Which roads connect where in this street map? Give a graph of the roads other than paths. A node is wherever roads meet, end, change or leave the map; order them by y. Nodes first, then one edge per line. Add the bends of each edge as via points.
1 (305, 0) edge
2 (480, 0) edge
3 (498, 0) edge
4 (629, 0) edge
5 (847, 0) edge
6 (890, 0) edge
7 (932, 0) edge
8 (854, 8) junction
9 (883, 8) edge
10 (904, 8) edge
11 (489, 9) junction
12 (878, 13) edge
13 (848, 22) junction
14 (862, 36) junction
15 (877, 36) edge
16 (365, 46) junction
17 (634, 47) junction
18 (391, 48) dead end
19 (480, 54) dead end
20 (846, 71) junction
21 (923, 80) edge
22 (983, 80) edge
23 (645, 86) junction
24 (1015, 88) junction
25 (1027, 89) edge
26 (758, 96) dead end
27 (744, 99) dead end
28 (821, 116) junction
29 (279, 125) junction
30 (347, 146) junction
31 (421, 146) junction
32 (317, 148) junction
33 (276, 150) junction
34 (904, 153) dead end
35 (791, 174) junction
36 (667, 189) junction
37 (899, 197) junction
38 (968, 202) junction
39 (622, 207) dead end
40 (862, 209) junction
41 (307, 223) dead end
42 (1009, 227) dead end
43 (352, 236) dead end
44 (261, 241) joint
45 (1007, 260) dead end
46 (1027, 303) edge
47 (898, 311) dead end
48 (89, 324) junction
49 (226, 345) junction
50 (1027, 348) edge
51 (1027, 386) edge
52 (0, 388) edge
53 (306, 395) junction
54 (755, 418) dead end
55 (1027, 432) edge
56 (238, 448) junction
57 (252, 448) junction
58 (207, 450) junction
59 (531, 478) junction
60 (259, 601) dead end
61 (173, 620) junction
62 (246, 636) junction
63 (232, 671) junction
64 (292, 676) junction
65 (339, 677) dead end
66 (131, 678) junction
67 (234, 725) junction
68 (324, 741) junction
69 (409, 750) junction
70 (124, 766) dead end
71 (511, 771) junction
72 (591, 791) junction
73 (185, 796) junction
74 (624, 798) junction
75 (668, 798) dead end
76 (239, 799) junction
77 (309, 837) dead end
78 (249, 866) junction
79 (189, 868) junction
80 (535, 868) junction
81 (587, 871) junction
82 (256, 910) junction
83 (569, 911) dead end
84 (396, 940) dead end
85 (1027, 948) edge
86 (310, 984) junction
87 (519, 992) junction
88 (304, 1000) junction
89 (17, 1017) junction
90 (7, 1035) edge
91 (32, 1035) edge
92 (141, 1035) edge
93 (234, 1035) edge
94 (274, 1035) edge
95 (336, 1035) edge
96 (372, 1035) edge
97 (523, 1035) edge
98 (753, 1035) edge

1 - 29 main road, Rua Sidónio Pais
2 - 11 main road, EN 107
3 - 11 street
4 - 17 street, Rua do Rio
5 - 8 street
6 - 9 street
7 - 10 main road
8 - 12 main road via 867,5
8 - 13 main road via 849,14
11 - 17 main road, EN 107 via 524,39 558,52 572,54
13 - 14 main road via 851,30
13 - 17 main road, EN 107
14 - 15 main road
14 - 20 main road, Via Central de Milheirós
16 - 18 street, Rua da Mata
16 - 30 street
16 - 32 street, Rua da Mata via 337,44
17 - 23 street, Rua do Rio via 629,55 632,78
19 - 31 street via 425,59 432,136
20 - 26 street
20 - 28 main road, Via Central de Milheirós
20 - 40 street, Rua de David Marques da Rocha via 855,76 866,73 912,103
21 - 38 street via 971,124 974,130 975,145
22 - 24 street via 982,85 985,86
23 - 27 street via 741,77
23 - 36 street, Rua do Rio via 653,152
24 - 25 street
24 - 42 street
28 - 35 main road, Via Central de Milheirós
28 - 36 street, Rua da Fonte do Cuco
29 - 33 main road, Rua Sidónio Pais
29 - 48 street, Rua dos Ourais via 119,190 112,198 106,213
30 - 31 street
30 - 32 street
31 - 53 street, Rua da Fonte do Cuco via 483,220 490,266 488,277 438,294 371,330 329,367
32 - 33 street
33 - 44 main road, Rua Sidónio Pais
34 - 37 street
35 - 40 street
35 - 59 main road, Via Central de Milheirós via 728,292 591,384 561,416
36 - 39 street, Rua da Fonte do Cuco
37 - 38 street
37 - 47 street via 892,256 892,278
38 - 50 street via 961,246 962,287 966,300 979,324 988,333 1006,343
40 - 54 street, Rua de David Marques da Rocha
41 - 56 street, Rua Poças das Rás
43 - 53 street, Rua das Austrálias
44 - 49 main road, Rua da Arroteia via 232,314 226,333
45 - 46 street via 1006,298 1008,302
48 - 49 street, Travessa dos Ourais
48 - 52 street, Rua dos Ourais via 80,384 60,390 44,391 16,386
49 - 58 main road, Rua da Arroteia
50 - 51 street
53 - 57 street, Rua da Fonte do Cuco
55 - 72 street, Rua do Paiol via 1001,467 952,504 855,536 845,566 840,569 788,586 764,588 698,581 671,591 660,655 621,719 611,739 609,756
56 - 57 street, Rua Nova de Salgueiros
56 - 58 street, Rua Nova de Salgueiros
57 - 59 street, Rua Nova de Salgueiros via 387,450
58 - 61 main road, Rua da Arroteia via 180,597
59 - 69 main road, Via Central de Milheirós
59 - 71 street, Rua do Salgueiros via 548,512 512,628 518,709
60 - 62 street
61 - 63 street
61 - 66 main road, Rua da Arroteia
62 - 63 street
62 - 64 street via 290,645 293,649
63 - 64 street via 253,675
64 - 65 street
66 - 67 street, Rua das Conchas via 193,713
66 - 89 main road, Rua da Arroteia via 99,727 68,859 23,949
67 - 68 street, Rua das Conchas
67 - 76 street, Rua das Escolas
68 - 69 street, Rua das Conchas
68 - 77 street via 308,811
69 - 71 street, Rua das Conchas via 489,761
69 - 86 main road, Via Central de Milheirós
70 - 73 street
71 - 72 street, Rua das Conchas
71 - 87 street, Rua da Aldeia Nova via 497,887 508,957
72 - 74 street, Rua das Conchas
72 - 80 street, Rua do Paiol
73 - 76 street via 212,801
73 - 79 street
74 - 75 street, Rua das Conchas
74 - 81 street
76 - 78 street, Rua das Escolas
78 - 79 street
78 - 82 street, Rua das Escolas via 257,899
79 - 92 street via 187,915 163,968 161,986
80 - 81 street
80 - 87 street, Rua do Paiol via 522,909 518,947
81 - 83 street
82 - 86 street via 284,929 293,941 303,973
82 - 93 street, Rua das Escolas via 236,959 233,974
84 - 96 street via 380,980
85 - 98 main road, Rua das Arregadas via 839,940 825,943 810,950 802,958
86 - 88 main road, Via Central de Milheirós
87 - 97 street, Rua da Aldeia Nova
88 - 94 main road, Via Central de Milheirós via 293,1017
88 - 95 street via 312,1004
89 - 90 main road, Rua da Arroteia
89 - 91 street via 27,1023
::::::
**WHAT THE TASK ASKS:**
Each line above needs to be written out again exactly.

**EXERCISE OUTPUT:**
Which roads connect where in this street map? Give a graph of the roads other than paths. A node is wherever roads meet, end, change or leave the map; order them by y. Nodes first, then one edge per line. Add the bends of each edge as via points.
1 (305, 0) edge
2 (480, 0) edge
3 (498, 0) edge
4 (629, 0) edge
5 (847, 0) edge
6 (890, 0) edge
7 (932, 0) edge
8 (854, 8) junction
9 (883, 8) edge
10 (904, 8) edge
11 (489, 9) junction
12 (878, 13) edge
13 (848, 22) junction
14 (862, 36) junction
15 (877, 36) edge
16 (365, 46) junction
17 (634, 47) junction
18 (391, 48) dead end
19 (480, 54) dead end
20 (846, 71) junction
21 (923, 80) edge
22 (983, 80) edge
23 (645, 86) junction
24 (1015, 88) junction
25 (1027, 89) edge
26 (758, 96) dead end
27 (744, 99) dead end
28 (821, 116) junction
29 (279, 125) junction
30 (347, 146) junction
31 (421, 146) junction
32 (317, 148) junction
33 (276, 150) junction
34 (904, 153) dead end
35 (791, 174) junction
36 (667, 189) junction
37 (899, 197) junction
38 (968, 202) junction
39 (622, 207) dead end
40 (862, 209) junction
41 (307, 223) dead end
42 (1009, 227) dead end
43 (352, 236) dead end
44 (261, 241) joint
45 (1007, 260) dead end
46 (1027, 303) edge
47 (898, 311) dead end
48 (89, 324) junction
49 (226, 345) junction
50 (1027, 348) edge
51 (1027, 386) edge
52 (0, 388) edge
53 (306, 395) junction
54 (755, 418) dead end
55 (1027, 432) edge
56 (238, 448) junction
57 (252, 448) junction
58 (207, 450) junction
59 (531, 478) junction
60 (259, 601) dead end
61 (173, 620) junction
62 (246, 636) junction
63 (232, 671) junction
64 (292, 676) junction
65 (339, 677) dead end
66 (131, 678) junction
67 (234, 725) junction
68 (324, 741) junction
69 (409, 750) junction
70 (124, 766) dead end
71 (511, 771) junction
72 (591, 791) junction
73 (185, 796) junction
74 (624, 798) junction
75 (668, 798) dead end
76 (239, 799) junction
77 (309, 837) dead end
78 (249, 866) junction
79 (189, 868) junction
80 (535, 868) junction
81 (587, 871) junction
82 (256, 910) junction
83 (569, 911) dead end
84 (396, 940) dead end
85 (1027, 948) edge
86 (310, 984) junction
87 (519, 992) junction
88 (304, 1000) junction
89 (17, 1017) junction
90 (7, 1035) edge
91 (32, 1035) edge
92 (141, 1035) edge
93 (234, 1035) edge
94 (274, 1035) edge
95 (336, 1035) edge
96 (372, 1035) edge
97 (523, 1035) edge
98 (753, 1035) edge

1 - 29 main road, Rua Sidónio Pais
2 - 11 main road, EN 107
3 - 11 street
4 - 17 street, Rua do Rio
5 - 8 street
6 - 9 street
7 - 10 main road
8 - 12 main road via 867,5
8 - 13 main road via 849,14
11 - 17 main road, EN 107 via 524,39 558,52 572,54
13 - 14 main road via 851,30
13 - 17 main road, EN 107
14 - 15 main road
14 - 20 main road, Via Central de Milheirós
16 - 18 street, Rua da Mata
16 - 30 street
16 - 32 street, Rua da Mata via 337,44
17 - 23 street, Rua do Rio via 629,55 632,78
19 - 31 street via 425,59 432,136
20 - 26 street
20 - 28 main road, Via Central de Milheirós
20 - 40 street, Rua de David Marques da Rocha via 855,76 866,73 912,103
21 - 38 street via 971,124 974,130 975,145
22 - 24 street via 982,85 985,86
23 - 27 street via 741,77
23 - 36 street, Rua do Rio via 653,152
24 - 25 street
24 - 42 street
28 - 35 main road, Via Central de Milheirós
28 - 36 street, Rua da Fonte do Cuco
29 - 33 main road, Rua Sidónio Pais
29 - 48 street, Rua dos Ourais via 119,190 112,198 106,213
30 - 31 street
30 - 32 street
31 - 53 street, Rua da Fonte do Cuco via 483,220 490,266 488,277 438,294 371,330 329,367
32 - 33 street
33 - 44 main road, Rua Sidónio Pais
34 - 37 street
35 - 40 street
35 - 59 main road, Via Central de Milheirós via 728,292 591,384 561,416
36 - 39 street, Rua da Fonte do Cuco
37 - 38 street
37 - 47 street via 892,256 892,278
38 - 50 street via 961,246 962,287 966,300 979,324 988,333 1006,343
40 - 54 street, Rua de David Marques da Rocha
41 - 56 street, Rua Poças das Rás
43 - 53 street, Rua das Austrálias
44 - 49 main road, Rua da Arroteia via 232,314 226,333
45 - 46 street via 1006,298 1008,302
48 - 49 street, Travessa dos Ourais
48 - 52 street, Rua dos Ourais via 80,384 60,390 44,391 16,386
49 - 58 main road, Rua da Arroteia
50 - 51 street
53 - 57 street, Rua da Fonte do Cuco
55 - 72 street, Rua do Paiol via 1001,467 952,504 855,536 845,566 840,569 788,586 764,588 698,581 671,591 660,655 621,719 611,739 609,756
56 - 57 street, Rua Nova de Salgueiros
56 - 58 street, Rua Nova de Salgueiros
57 - 59 street, Rua Nova de Salgueiros via 387,450
58 - 61 main road, Rua da Arroteia via 180,597
59 - 69 main road, Via Central de Milheirós
59 - 71 street, Rua do Salgueiros via 548,512 512,628 518,709
60 - 62 street
61 - 63 street
61 - 66 main road, Rua da Arroteia
62 - 63 street
62 - 64 street via 290,645 293,649
63 - 64 street via 253,675
64 - 65 street
66 - 67 street, Rua das Conchas via 193,713
66 - 89 main road, Rua da Arroteia via 99,727 68,859 23,949
67 - 68 street, Rua das Conchas
67 - 76 street, Rua das Escolas
68 - 69 street, Rua das Conchas
68 - 77 street via 308,811
69 - 71 street, Rua das Conchas via 489,761
69 - 86 main road, Via Central de Milheirós
70 - 73 street
71 - 72 street, Rua das Conchas
71 - 87 street, Rua da Aldeia Nova via 497,887 508,957
72 - 74 street, Rua das Conchas
72 - 80 street, Rua do Paiol
73 - 76 street via 212,801
73 - 79 street
74 - 75 street, Rua das Conchas
74 - 81 street
76 - 78 street, Rua das Escolas
78 - 79 street
78 - 82 street, Rua das Escolas via 257,899
79 - 92 street via 187,915 163,968 161,986
80 - 81 street
80 - 87 street, Rua do Paiol via 522,909 518,947
81 - 83 street
82 - 86 street via 284,929 293,941 303,973
82 - 93 street, Rua das Escolas via 236,959 233,974
84 - 96 street via 380,980
85 - 98 main road, Rua das Arregadas via 839,940 825,943 810,950 802,958
86 - 88 main road, Via Central de Milheirós
87 - 97 street, Rua da Aldeia Nova
88 - 94 main road, Via Central de Milheirós via 293,1017
88 - 95 street via 312,1004
89 - 90 main road, Rua da Arroteia
89 - 91 street via 27,1023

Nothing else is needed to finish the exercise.